Land planning Single-family house on a north slope with basement

  • Erstellt am 2019-02-25 12:44:41

haydee

2019-02-27 09:27:00
  • #1
Basement on flat ground costs similarly to a basement on a hillside property. On the hillside, there is also the anchoring and leveling of the remaining property.

The planned floors on flat land will also exceed your budget. You have to build smaller.

If I had the choice, I would take the hillside property. You do not have the budget for it. If you have a debt burden that is crushing you, you have gained nothing.
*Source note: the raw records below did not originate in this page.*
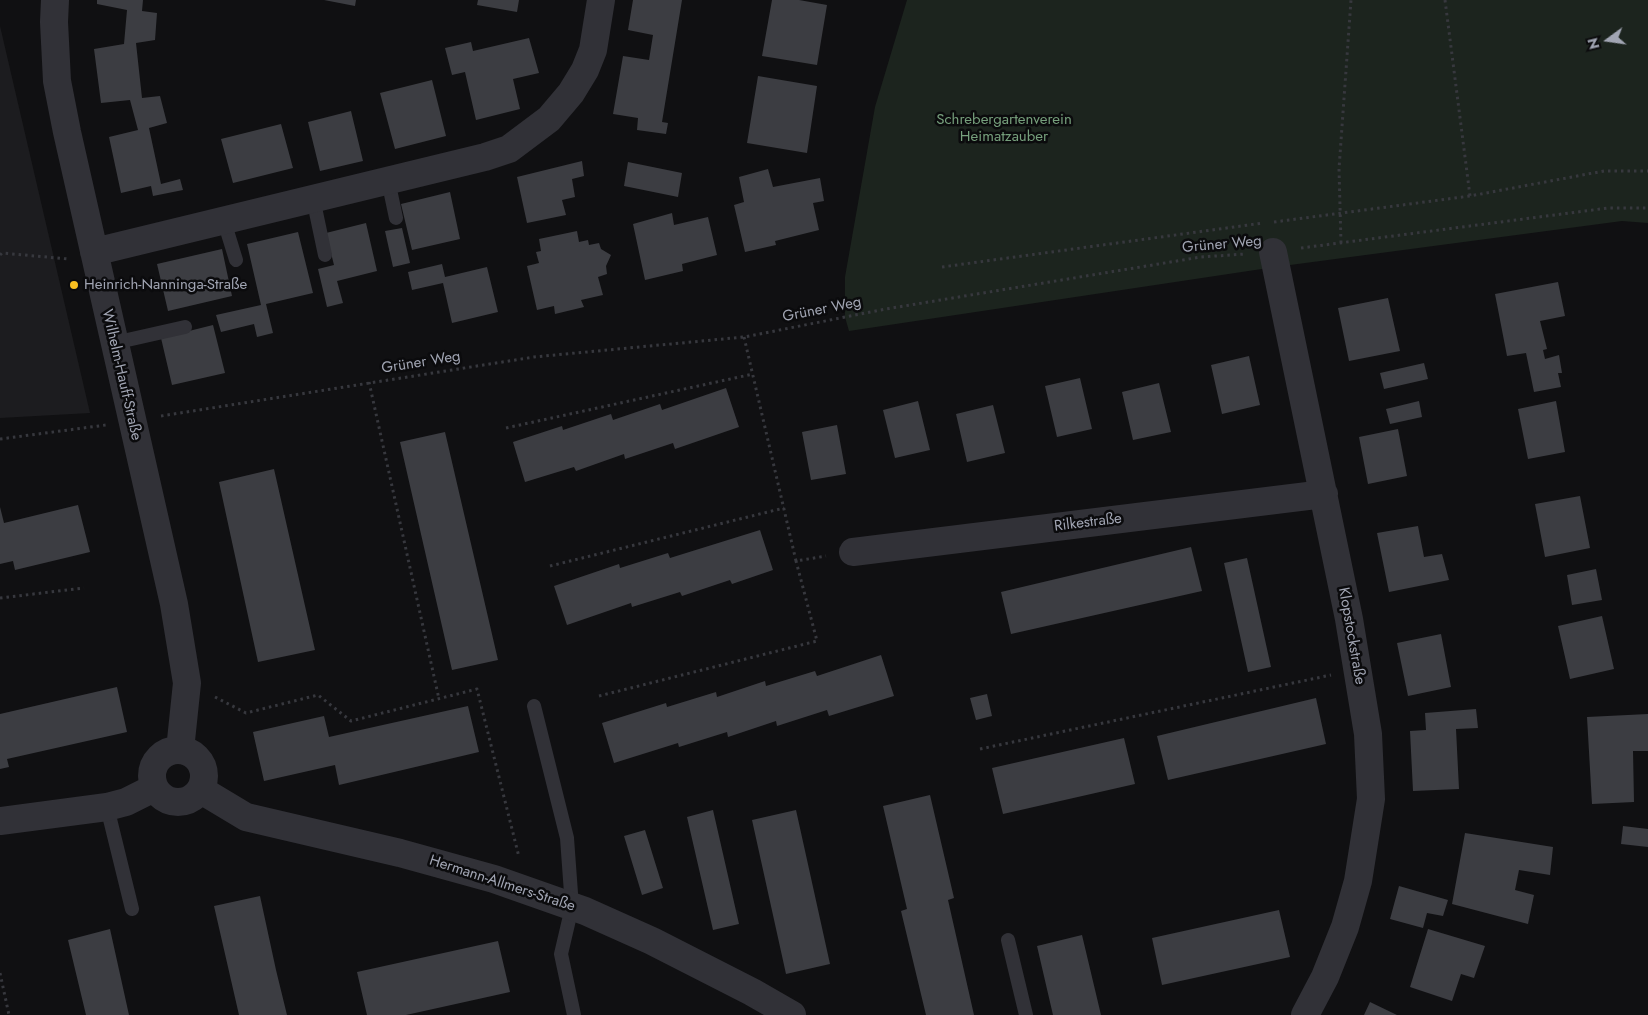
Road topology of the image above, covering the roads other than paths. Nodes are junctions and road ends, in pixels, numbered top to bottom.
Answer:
1 (55, 0) edge
2 (601, 0) edge
3 (388, 180) junction
4 (313, 198) junction
5 (396, 218) dead end
6 (224, 221) junction
7 (1273, 252) road end
8 (325, 255) dead end
9 (95, 257) junction
10 (236, 260) dead end
11 (185, 327) dead end
12 (114, 343) junction
13 (1324, 494) junction
14 (853, 552) road end
15 (534, 706) dead end
16 (180, 750) junction
17 (154, 788) junction
18 (201, 790) junction
19 (107, 807) junction
20 (0, 821) edge
21 (572, 907) junction
22 (132, 909) dead end
23 (1008, 940) dead end
24 (574, 1015) edge
25 (792, 1015) edge
26 (1026, 1015) edge
27 (1305, 1015) edge

1 - 9 street, Wilhelm-Hauff-Straße
2 - 3 street
3 - 4 street
3 - 5 lane
4 - 6 street
4 - 8 lane
6 - 9 street
6 - 10 lane
7 - 13 street, Klopstockstraße
9 - 12 street, Wilhelm-Hauff-Straße
11 - 12 lane
12 - 16 street, Wilhelm-Hauff-Straße
13 - 14 street, Rilkestraße
13 - 27 street, Klopstockstraße
15 - 21 lane
16 - 17 street
16 - 18 street
17 - 18 street
17 - 19 street
18 - 21 street, Hermann-Allmers-Straße
19 - 20 street
19 - 22 lane
21 - 24 lane
21 - 25 street, Hermann-Allmers-Straße
23 - 26 lane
Take a look at the model house Orlando from Rensch-Haus.
Is the office sufficient for your practice?
Storage will become the WC, the building services move to the utility room and WC.
You leave out the bay window in the dining area (cost driver).
With a carport and own work, consistent material selection within the framework, this should be feasible for your budget on flat land.
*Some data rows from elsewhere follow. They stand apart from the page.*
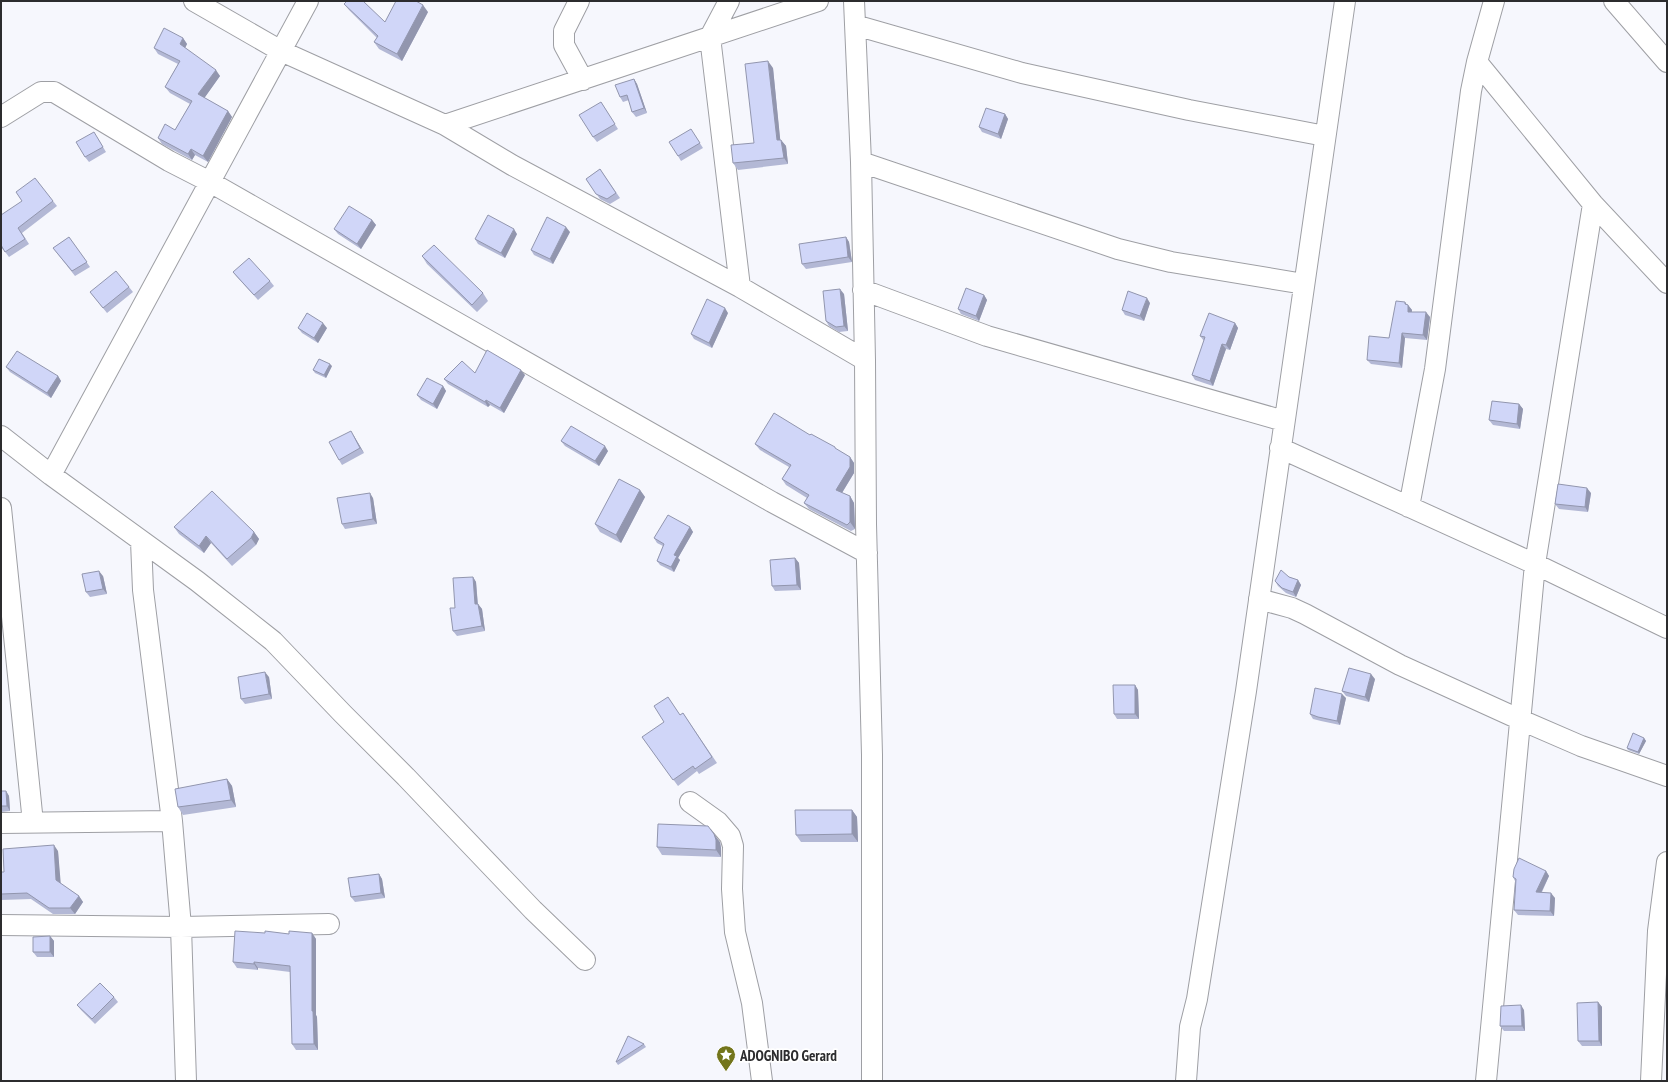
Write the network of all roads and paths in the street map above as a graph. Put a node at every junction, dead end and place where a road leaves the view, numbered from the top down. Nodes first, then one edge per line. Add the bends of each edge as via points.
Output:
1 (194, 1) edge
2 (308, 1) edge
3 (579, 1) edge
4 (729, 1) edge
5 (818, 1) edge
6 (854, 1) edge
7 (1344, 1) edge
8 (1494, 1) edge
9 (1614, 1) edge
10 (855, 25) junction
11 (710, 37) junction
12 (281, 51) junction
13 (1477, 62) junction
14 (1667, 62) edge
15 (583, 80) junction
16 (1, 117) edge
17 (445, 125) junction
18 (1325, 136) junction
19 (861, 162) junction
20 (210, 182) junction
21 (1593, 204) junction
22 (1667, 283) edge
23 (1304, 284) junction
24 (740, 287) junction
25 (863, 290) junction
26 (865, 360) junction
27 (1284, 421) junction
28 (1, 436) edge
29 (1280, 448) junction
30 (52, 475) junction
31 (1409, 507) junction
32 (1, 508) edge
33 (141, 541) junction
34 (867, 553) junction
35 (1535, 564) junction
36 (1259, 599) junction
37 (1667, 628) edge
38 (1520, 720) junction
39 (1667, 776) edge
40 (690, 802) dead end
41 (172, 821) junction
42 (1, 823) edge
43 (33, 823) junction
44 (1667, 862) edge
45 (329, 924) dead end
46 (1, 925) edge
47 (182, 927) junction
48 (585, 960) dead end
49 (186, 1081) edge
50 (762, 1081) edge
51 (872, 1081) edge
52 (1186, 1081) edge
53 (1486, 1081) edge
54 (1651, 1081) edge

1 - 12 street
2 - 12 street
3 - 15 street via 564,31 564,45
4 - 11 street
5 - 11 street
6 - 10 street
7 - 18 street
8 - 13 street
9 - 14 street
10 - 18 street via 1022,73 1190,110
10 - 19 street
11 - 15 street
11 - 24 street
12 - 17 street
12 - 20 street
13 - 21 street
13 - 31 street via 1471,91 1435,369
15 - 17 street
16 - 20 street via 41,92 54,92 169,161
17 - 24 street via 512,165
18 - 23 street
19 - 23 street via 1118,250 1171,262
19 - 25 street
20 - 30 street
20 - 34 street via 772,502
21 - 22 street
21 - 35 street
23 - 27 street
24 - 26 street
25 - 26 street
25 - 27 street via 986,336
26 - 34 street
27 - 29 street
28 - 30 street
29 - 31 street
29 - 36 street
30 - 33 street
31 - 35 street
32 - 43 street
33 - 41 street via 143,590
33 - 48 street via 197,581 273,642
34 - 51 street via 872,755
35 - 37 street
35 - 38 street
36 - 38 street via 1305,614 1400,665
36 - 52 street via 1197,999 1190,1027
38 - 39 street via 1581,746
38 - 53 street
40 - 50 street via 718,822 730,836 733,846 735,932 752,1003
41 - 43 street
41 - 47 street
42 - 43 street
44 - 54 street via 1658,931
45 - 47 street
46 - 47 street
47 - 49 street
But can you sell the hillside property?

Ultimately, you have to decide.
Just consider that every excavator bucket costs,
every square meter also costs the enormous corridor area.
Does it have to be 3 floors?

Parking spaces and carport on the north side at the street
Practice and bedrooms in the basement
Above living rooms and terrace facing south.
 

11ant

2019-02-28 01:33:16
  • #2
I don’t quite understand: someone is holding the other half for you and leaving it undeveloped until you can buy it back later, and what would it be good for then?
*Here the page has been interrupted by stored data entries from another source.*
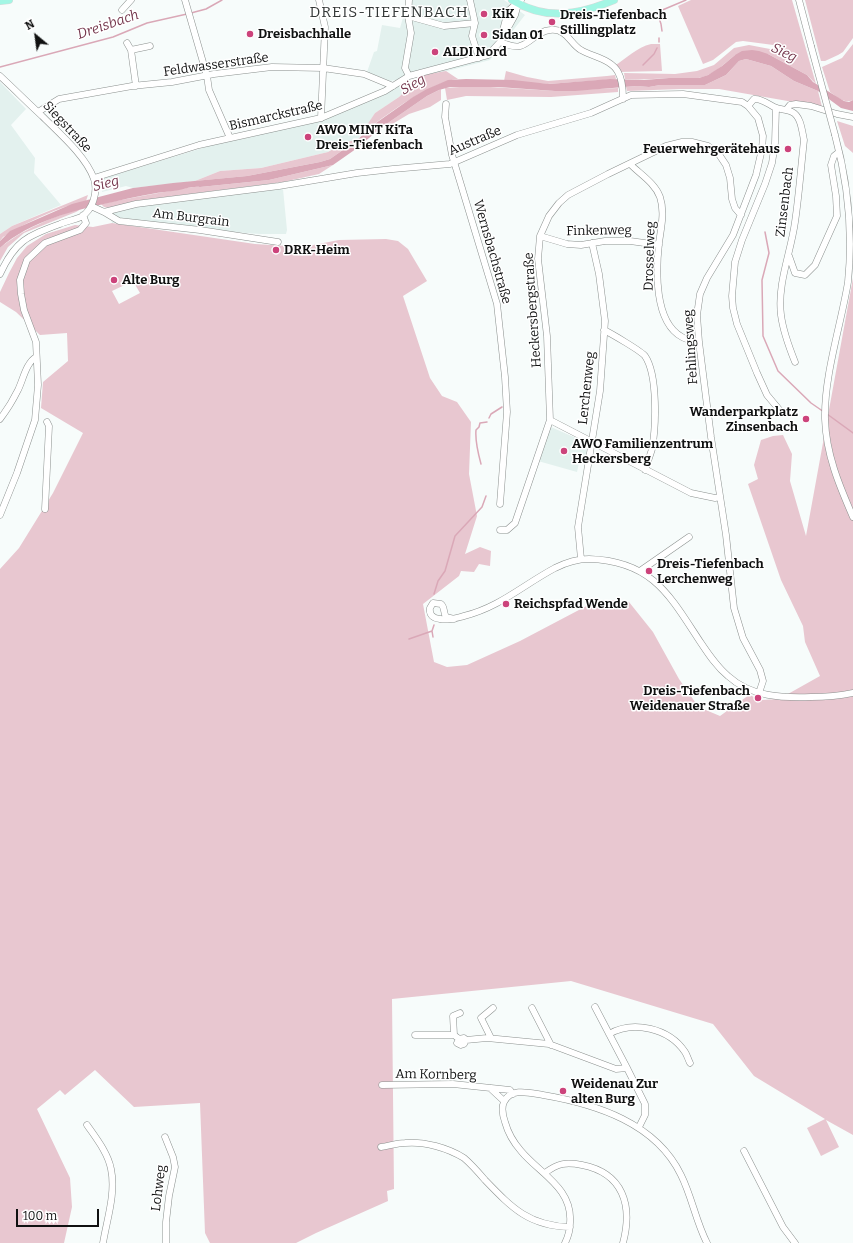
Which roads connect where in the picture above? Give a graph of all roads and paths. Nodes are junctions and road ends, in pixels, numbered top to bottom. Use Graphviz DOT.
graph roads {
  1 [pos="9,0"];
  2 [pos="131,0"];
  3 [pos="186,0"];
  4 [pos="319,0"];
  5 [pos="409,0"];
  6 [pos="470,0"];
  7 [pos="614,0"];
  8 [pos="799,0"];
  9 [pos="0,1"];
  10 [pos="517,1"];
  11 [pos="122,10"];
  12 [pos="408,16"];
  13 [pos="475,23"];
  14 [pos="500,42"];
  15 [pos="127,43"];
  16 [pos="150,46"];
  17 [pos="131,50"];
  18 [pos="480,58"];
  19 [pos="323,68"];
  20 [pos="0,76"];
  21 [pos="207,76"];
  22 [pos="409,76"];
  23 [pos="136,86"];
  24 [pos="393,86"];
  25 [pos="623,99"];
  26 [pos="446,104"];
  27 [pos="748,106"];
  28 [pos="776,108"];
  29 [pos="786,110"];
  30 [pos="38,112"];
  31 [pos="853,117"];
  32 [pos="321,118"];
  33 [pos="230,138"];
  34 [pos="839,152"];
  35 [pos="455,162"];
  36 [pos="630,164"];
  37 [pos="94,178"];
  38 [pos="91,206"];
  39 [pos="104,212"];
  40 [pos="85,214"];
  41 [pos="741,215"];
  42 [pos="540,236"];
  43 [pos="278,242"];
  44 [pos="592,243"];
  45 [pos="659,244"];
  46 [pos="788,256"];
  47 [pos="0,274"];
  48 [pos="604,330"];
  49 [pos="699,342"];
  50 [pos="36,357"];
  51 [pos="794,362"];
  52 [pos="782,413"];
  53 [pos="0,419"];
  54 [pos="35,420"];
  55 [pos="550,420"];
  56 [pos="592,443"];
  57 [pos="645,470"];
  58 [pos="720,497"];
  59 [pos="500,504"];
  60 [pos="45,509"];
  61 [pos="0,514"];
  62 [pos="853,517"];
  63 [pos="500,530"];
  64 [pos="689,537"];
  65 [pos="581,559"];
  66 [pos="640,571"];
  67 [pos="454,619"];
  68 [pos="760,693"];
  69 [pos="853,694"];
  70 [pos="595,1007"];
  71 [pos="493,1008"];
  72 [pos="532,1008"];
  73 [pos="460,1013"];
  74 [pos="609,1034"];
  75 [pos="415,1035"];
  76 [pos="456,1037"];
  77 [pos="491,1038"];
  78 [pos="550,1045"];
  79 [pos="690,1063"];
  80 [pos="627,1068"];
  81 [pos="382,1085"];
  82 [pos="490,1088"];
  83 [pos="513,1094"];
  84 [pos="504,1101"];
  85 [pos="87,1125"];
  86 [pos="639,1128"];
  87 [pos="164,1137"];
  88 [pos="381,1147"];
  89 [pos="744,1151"];
  90 [pos="545,1173"];
  91 [pos="570,1227"];
  92 [pos="102,1243"];
  93 [pos="166,1243"];
  94 [pos="565,1243"];
  95 [pos="623,1243"];
  96 [pos="707,1243"];
  97 [pos="795,1243"];
  1 -- 9 [label="main road"];
  2 -- 11 [label="street"];
  3 -- 21 [label="street"];
  4 -- 19 [label="street"];
  5 -- 12 [label="street"];
  6 -- 13 [label="street"];
  7 -- 10 [label="main road"];
  8 -- 34 [label="street, bridge"];
  10 -- 14 [label="street"];
  12 -- 13 [label="street"];
  12 -- 22 [label="street"];
  13 -- 18 [label="street"];
  14 -- 18 [label="street, Bismarckstraße"];
  14 -- 25 [label="street"];
  15 -- 17 [label="street"];
  16 -- 17 [label="street"];
  17 -- 23 [label="street"];
  18 -- 22 [label="street, Bismarckstraße"];
  19 -- 21 [label="street, Feldwasserstraße"];
  19 -- 24 [label="street, Feldwasserstraße"];
  19 -- 32 [label="street"];
  20 -- 30 [label="street, Siegstraße"];
  21 -- 23 [label="street, Feldwasserstraße"];
  21 -- 33 [label="street"];
  22 -- 24 [label="street, Bismarckstraße"];
  23 -- 30 [label="street, Feldwasserstraße"];
  24 -- 32 [label="street, Bismarckstraße"];
  25 -- 27 [label="street, Austraße"];
  25 -- 35 [label="street, Austraße"];
  26 -- 35 [label="street, Wernsbachstraße"];
  27 -- 28 [label="street"];
  27 -- 41 [label="street, Fehlingsweg"];
  28 -- 29 [label="street"];
  28 -- 52 [label="street"];
  29 -- 31 [label="street"];
  29 -- 46 [label="street, Zinsenbach"];
  30 -- 37 [label="street, Siegstraße"];
  32 -- 33 [label="street, Bismarckstraße"];
  33 -- 37 [label="street, Bismarckstraße"];
  34 -- 46 [label="street, Zinsenbach"];
  34 -- 62 [label="street"];
  35 -- 39 [label="street, Austraße"];
  35 -- 59 [label="street, Wernsbachstraße"];
  36 -- 41 [label="street, Heckersbergstraße"];
  36 -- 42 [label="street, Heckersbergstraße"];
  36 -- 45 [label="street, Drosselweg"];
  37 -- 38 [label="street, Siegstraße"];
  38 -- 39 [label="street"];
  38 -- 40 [label="street, Siegstraße"];
  39 -- 43 [label="street, Am Burgrain"];
  40 -- 47 [label="street"];
  40 -- 50 [label="street, Siegstraße"];
  41 -- 49 [label="street, Fehlingsweg"];
  42 -- 44 [label="street, Finkenweg"];
  42 -- 55 [label="street, Heckersbergstraße"];
  44 -- 45 [label="street, Finkenweg"];
  44 -- 48 [label="street, Lerchenweg"];
  45 -- 49 [label="street, Drosselweg"];
  46 -- 51 [label="street, Zinsenbach"];
  48 -- 56 [label="street, Lerchenweg"];
  48 -- 57 [label="street"];
  49 -- 58 [label="street, Fehlingsweg"];
  50 -- 53 [label="street"];
  50 -- 54 [label="street"];
  54 -- 60 [label="street"];
  54 -- 61 [label="street"];
  55 -- 56 [label="street"];
  55 -- 63 [label="street, Heckersbergstraße"];
  56 -- 57 [label="street"];
  56 -- 65 [label="street, Lerchenweg"];
  57 -- 58 [label="street"];
  58 -- 68 [label="street, Fehlingsweg"];
  64 -- 66 [label="street"];
  65 -- 66 [label="street"];
  65 -- 67 [label="street"];
  66 -- 68 [label="street"];
  68 -- 69 [label="street"];
  70 -- 74 [label="street"];
  71 -- 77 [label="street"];
  72 -- 78 [label="street"];
  73 -- 76 [label="street"];
  74 -- 79 [label="street"];
  74 -- 80 [label="street"];
  75 -- 76 [label="street"];
  76 -- 77 [label="street"];
  77 -- 78 [label="street"];
  78 -- 80 [label="street"];
  80 -- 86 [label="street"];
  81 -- 82 [label="street, Am Kornberg"];
  82 -- 83 [label="street, Am Kornberg"];
  82 -- 84 [label="street, Am Kornberg"];
  83 -- 84 [label="street"];
  83 -- 86 [label="street, Am Kornberg"];
  84 -- 90 [label="street"];
  85 -- 92 [label="street"];
  86 -- 96 [label="street, Am Kornberg"];
  87 -- 93 [label="street, Lohweg"];
  88 -- 91 [label="street"];
  89 -- 97 [label="street"];
  90 -- 91 [label="street"];
  90 -- 95 [label="street"];
  91 -- 94 [label="street"];
}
Technically, in the first case, the cellar is "underground" all around and a storage room — partial residential use is more complicated here; in the other case, the cellar is only such on the downhill side and partial residential use is quite obvious; financially, I don’t think this can be generalized so easily; a significant difference lies in the terrain itself: a slope typically has a steeper gradient than the groundwater can follow — you usually have pressing groundwater on a slope in a different magnitude. A slope also doesn’t hold naturally — whether walls or roots, something must stabilize it, and that costs.

Generally, I would say a slope always requires a budget surcharge; the desire for partial residential (/living) use of the "cellar" naturally offsets that. I could imagine that renting commercial space could be cheaper than insistently trying to place it under the apartment.

A slope is actually only nicer where it combines with a corresponding distant view — but then of course with a corresponding premium for that location. A slope because the plot is cheaper than flat usually balances out again with the terrain construction costs.